As you can see, the reason why more and more physicians and patients favor Platelet-Rich Plasma over Anti-inflammatory Therapeutics is that PRP not only eliminates the symptoms (pain and function) but it actually heals biologically. Yes, of course, the manufacturers of the conventional drugs would love you to believe that their billion-dollar-research-backed miracle drug is VASTLY superior to the autologous Platelet-Rich Plasma that can be produced within 10-20 minutes in a small clinic. But what we’ve seen is quite the opposite.
One of the early pioneers of Platelet-Rich Plasma, an orthopedic surgeon Dr. Allan Mishra, M.D., says, that soon this biologic tool would be “safe, simple to use, inexpensive, and available immediately at the point of care.”
And that requires a tipping point in its adoption by physicians. It’s already accelerating at a good pace.
Dr. Mishra goes on to say that, “chronic tendinopathy is the most common indication for applying PRP in my practice. I have used the treatment for tennis elbow, patellar tendinosis, partial Achilles tendon tears and occasionally partial rotator cuff tears as a stand-alone treatment. I also now routinely augment all of my Achilles and patellar tendon repairs with PRP. And I am considering augmenting my arthroscopic rotator cuff repairs as well with PRP. For nonunions or difficult fractures, I combine PRP with bone grafting.”
For the patients, Platelet-Rich Plasma has been helping them avoid surgery for years now. See the videos below for actual testimonials from real patients.
Here’s another patient’s story of how PRP helped avoid surgery.
“When I tore my rotator cuff in 2008, I had conventional laparoscopic surgery to repair it. The outcome was excellent, but the recovery was long and horrible. The orthopedist wouldn’t let me drive for six weeks, or run, swim or lift weights for three months. I suffered through weeks of torturous physical therapy. It was nearly six months before I felt normal again.”
And the patient vowed to never go through that ever again.
Unfortunately, the patient suffered another injury in 2014.
But this time decided to try Platelet-Rich Plasma instead.

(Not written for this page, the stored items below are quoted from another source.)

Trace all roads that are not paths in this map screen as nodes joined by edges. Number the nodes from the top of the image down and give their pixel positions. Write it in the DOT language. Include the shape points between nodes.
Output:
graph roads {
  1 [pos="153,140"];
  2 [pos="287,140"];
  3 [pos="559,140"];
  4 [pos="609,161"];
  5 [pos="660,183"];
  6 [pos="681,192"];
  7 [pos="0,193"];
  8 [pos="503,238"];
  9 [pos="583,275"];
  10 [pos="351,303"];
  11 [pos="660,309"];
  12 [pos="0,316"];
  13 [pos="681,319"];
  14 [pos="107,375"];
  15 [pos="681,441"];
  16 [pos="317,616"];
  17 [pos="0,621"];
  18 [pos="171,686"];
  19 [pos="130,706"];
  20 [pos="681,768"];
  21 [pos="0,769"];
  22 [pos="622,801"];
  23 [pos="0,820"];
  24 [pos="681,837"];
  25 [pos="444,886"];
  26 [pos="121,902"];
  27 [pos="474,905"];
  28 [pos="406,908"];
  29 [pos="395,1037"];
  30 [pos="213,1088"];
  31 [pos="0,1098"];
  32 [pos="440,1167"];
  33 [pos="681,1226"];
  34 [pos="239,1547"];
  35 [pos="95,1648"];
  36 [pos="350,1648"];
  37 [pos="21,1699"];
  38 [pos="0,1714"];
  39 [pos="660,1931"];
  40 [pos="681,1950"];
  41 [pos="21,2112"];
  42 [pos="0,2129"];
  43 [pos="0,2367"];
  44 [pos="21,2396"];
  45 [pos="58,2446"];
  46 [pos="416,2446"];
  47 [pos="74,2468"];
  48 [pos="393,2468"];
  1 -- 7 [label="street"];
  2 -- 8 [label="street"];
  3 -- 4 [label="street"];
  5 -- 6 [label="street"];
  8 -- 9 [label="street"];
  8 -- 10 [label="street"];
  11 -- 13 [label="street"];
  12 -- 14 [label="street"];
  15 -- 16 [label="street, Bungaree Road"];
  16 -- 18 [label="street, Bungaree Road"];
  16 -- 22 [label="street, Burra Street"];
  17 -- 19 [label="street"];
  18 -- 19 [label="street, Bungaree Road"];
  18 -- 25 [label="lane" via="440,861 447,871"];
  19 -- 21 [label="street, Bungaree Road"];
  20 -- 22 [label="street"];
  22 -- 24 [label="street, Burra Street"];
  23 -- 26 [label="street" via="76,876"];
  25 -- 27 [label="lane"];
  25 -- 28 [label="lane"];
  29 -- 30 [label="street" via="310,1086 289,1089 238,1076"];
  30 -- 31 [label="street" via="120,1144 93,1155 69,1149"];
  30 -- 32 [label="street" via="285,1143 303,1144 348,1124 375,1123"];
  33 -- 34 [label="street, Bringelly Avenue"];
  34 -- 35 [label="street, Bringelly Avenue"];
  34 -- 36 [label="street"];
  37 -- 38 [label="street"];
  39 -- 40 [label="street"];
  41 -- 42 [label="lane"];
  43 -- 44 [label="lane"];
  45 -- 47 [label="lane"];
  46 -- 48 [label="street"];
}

The patient said, “I had the first PRP injection on Oct. 23. It was painful, and the aching persisted for about 36 hours. I had one bad night, followed by an uncomfortable day. After that, the pain stopped. Still, my doctor advised me to baby the shoulder — to use my other arm when holding a dog leash and to skip swimming and weights for two weeks. Running was fine. He also recommended physical therapy after two weeks.”
The patient reported that by February 2015, the shoulder was 80% healed. The doctor advised the patient to have a second PRP injection to heal the remaining 20%.
Here’s what the patient said:
“I had [the second injection] on March 4. When I returned to see [the doctor] on April 12, I was feeling pretty good. No pain, no problems. He rolled in the ultrasound machine, and I was not surprised by the results.”
Watch this second video for another excellent patient story.
The best way to start making a big difference in your patients, especially if you’re an orthopedic surgeon, rheumatologist or any kind of pain management specialist, is to get going with Platelet-Rich Plasma. Don’t just have it as a back up treatment that you can try when things don’t go well. Instead, it can be used as a standard first-line treatment for musculoskeletal issues.
Give it a serious consideration.
We can guarantee that once you start offering Platelet-Rich Plasma, you’ll end up prescribing less and less Anti-Inflammatory Therapeutics and more and more Platelet-Rich Plasma. And it will have a tremendous impact on the lives of your patients. We want to see a world where the “replacement surgeries” are a thing of the past.
And Platelet-Rich Plasma can make it happen.
Together, let’s welcome the Anabolic Era of Medicine.